Cancer resistance, carcinogenesis and ground substance viscosity.

Tumor host resistance and promotion are multiple complex simultaneous phenomena. This paper relates only to the effect of ground substance viscosity on tumor host interaction. Tar, anthralin, ultraviolet light, x-ray and arsenic have been widely used to treat inflammatory skin disorders such as psoriasis. They are also well known carcinogens. It is proposed that both the anti-inflammatory effect and part of the carcinogenic effect could occur by decreasing ground substance viscosity and suppressing fibroblasts.
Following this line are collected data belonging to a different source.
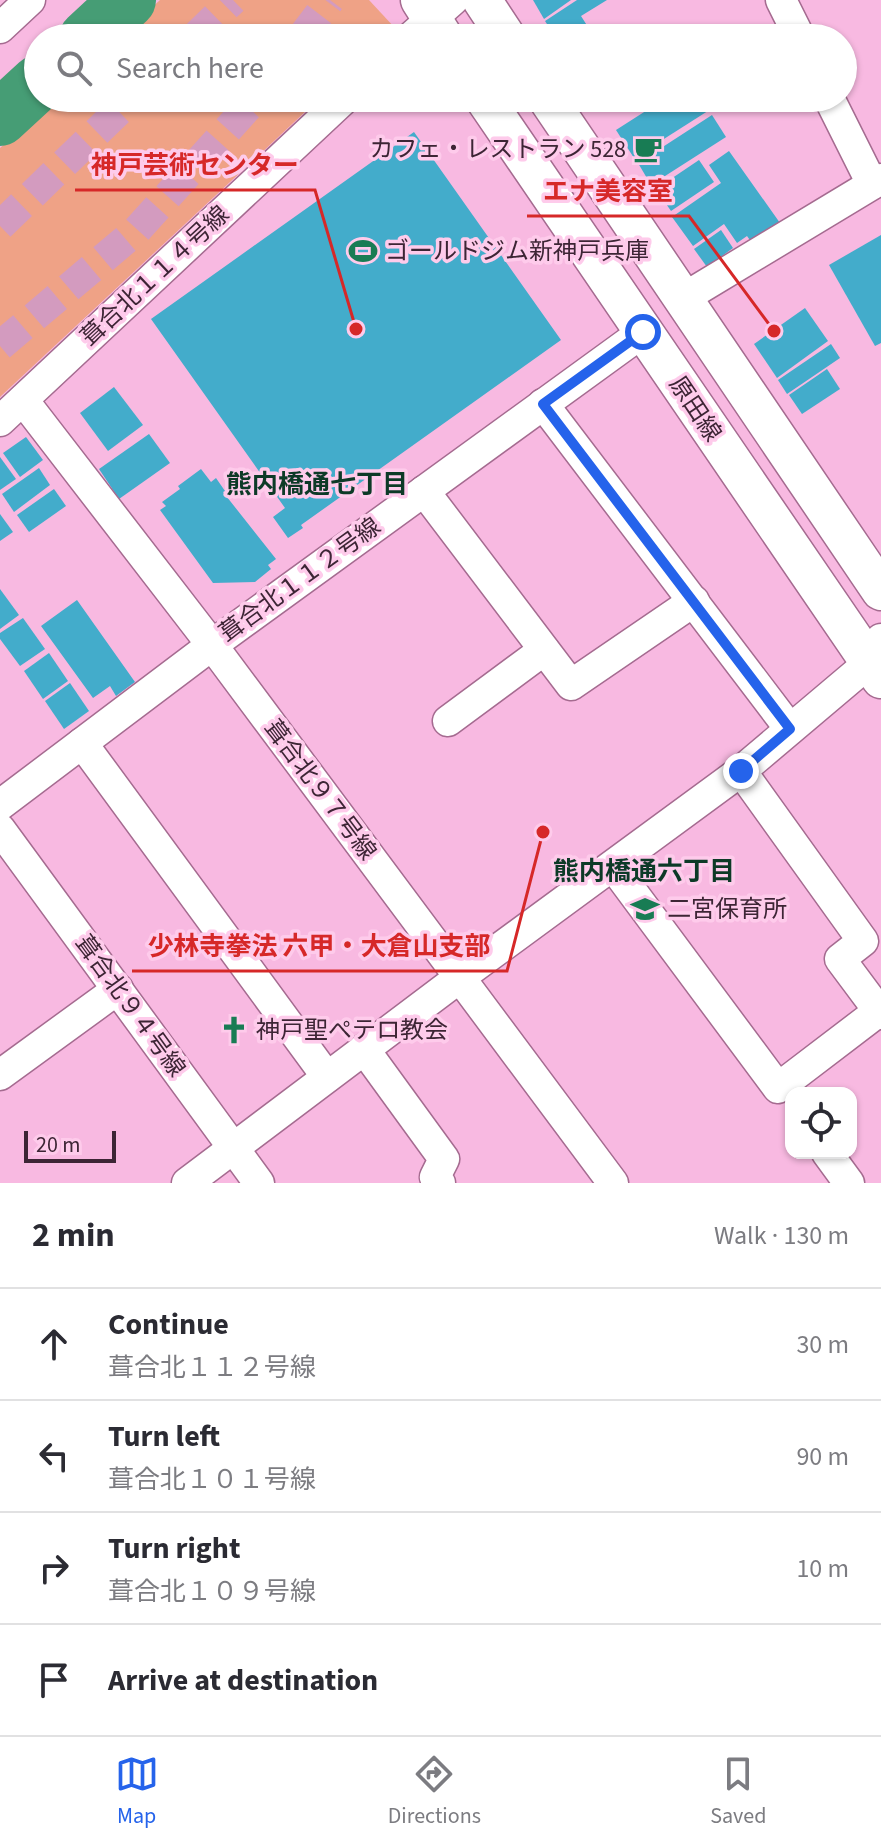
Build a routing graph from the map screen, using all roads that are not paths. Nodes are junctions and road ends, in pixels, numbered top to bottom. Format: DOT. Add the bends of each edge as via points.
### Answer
graph roads {
  1 [pos="30,0"];
  2 [pos="482,0"];
  3 [pos="781,0"];
  4 [pos="498,24"];
  5 [pos="793,24"];
  6 [pos="0,28"];
  7 [pos="330,112"];
  8 [pos="494,112"];
  9 [pos="556,112"];
  10 [pos="837,112"];
  11 [pos="876,182"];
  12 [pos="682,299"];
  13 [pos="643,332"];
  14 [pos="23,400"];
  15 [pos="543,404"];
  16 [pos="0,421"];
  17 [pos="424,491"];
  18 [pos="881,591"];
  19 [pos="694,601"];
  20 [pos="212,645"];
  21 [pos="544,650"];
  22 [pos="877,660"];
  23 [pos="448,721"];
  24 [pos="790,729"];
  25 [pos="82,743"];
  26 [pos="741,771"];
  27 [pos="0,805"];
  28 [pos="0,829"];
  29 [pos="613,866"];
  30 [pos="459,978"];
  31 [pos="118,989"];
  32 [pos="880,1013"];
  33 [pos="364,1049"];
  34 [pos="0,1075"];
  35 [pos="327,1077"];
  36 [pos="795,1087"];
  37 [pos="785,1096"];
  38 [pos="233,1148"];
  39 [pos="831,1159"];
  40 [pos="187,1183"];
  41 [pos="259,1183"];
  42 [pos="440,1183"];
  43 [pos="613,1183"];
  44 [pos="849,1183"];
  1 -- 6 [label="street"];
  2 -- 4 [label="main road"];
  3 -- 5 [label="street"];
  7 -- 14 [label="street, 葺合北１１４号線"];
  8 -- 13 [label="main road, 原田線"];
  9 -- 12 [label="main road"];
  10 -- 11 [label="street"];
  11 -- 12 [label="street"];
  12 -- 18 [label="main road"];
  13 -- 15 [label="street, 葺合北１１２号線"];
  13 -- 22 [label="main road, 原田線"];
  14 -- 16 [label="street, 葺合北１１４号線"];
  14 -- 20 [label="street, 葺合北９７号線"];
  15 -- 17 [label="street, 葺合北１１２号線"];
  15 -- 19 [label="street"];
  17 -- 20 [label="street, 葺合北１１２号線"];
  17 -- 21 [label="street"];
  19 -- 21 [label="street" via="571,685"];
  19 -- 24 [label="street"];
  20 -- 25 [label="street, 葺合北１１２号線"];
  20 -- 30 [label="street, 葺合北９７号線"];
  21 -- 23 [label="street"];
  22 -- 24 [label="street"];
  24 -- 26 [label="street"];
  25 -- 27 [label="street, 葺合北１１２号線"];
  25 -- 35 [label="street"];
  26 -- 29 [label="street"];
  26 -- 32 [label="street" via="863,941 840,959"];
  28 -- 31 [label="street, 葺合北９４号線"];
  29 -- 30 [label="street"];
  29 -- 37 [label="street"];
  30 -- 33 [label="street"];
  30 -- 43 [label="street, 葺合北９７号線"];
  31 -- 34 [label="street"];
  31 -- 38 [label="street, 葺合北９４号線"];
  32 -- 36 [label="street"];
  33 -- 35 [label="street"];
  33 -- 42 [label="street" via="444,1159 435,1177"];
  35 -- 38 [label="street"];
  38 -- 40 [label="street"];
  38 -- 41 [label="street, 葺合北９４号線"];
  39 -- 44 [label="street"];
}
Streptococcal infections, chloroquine and pyridoxine deficiency increase inflammatory skin disorders and are known to be beneficial to tumor resistance. It is proposed that both effects could occur because of their effect of increasing ground substance viscosity and, at least with streptococcal infections, by stimulating fibroblasts. Within certain limits, vitamin C has a stimulant effect on fibroblast and ground substance viscosity. Beta carotene is active in stimulating wound healing. Localized edema of the dermal papillae precedes granulocytic inflammation in disorders like psoriasis. Anything that decreases ground substance viscosity will prevent dilution of tissue fluids by decreasing localized edema and thus decrease formation of some mediators of inflammation. Anything that increases ground substance and its viscosity will promote local dilution of tissue fluid. Increasing dilution of tissue fluids promotes the formation of some mediators of inflammation. Tumors commonly secrete hyaluronidase. It is proposed that substances that decrease ground substance viscosity (hyaluronidase-like activity) encourage tumors and substances that increase ground substance viscosity (anti-hyaluronidase-like effect) increase resistance to tumors.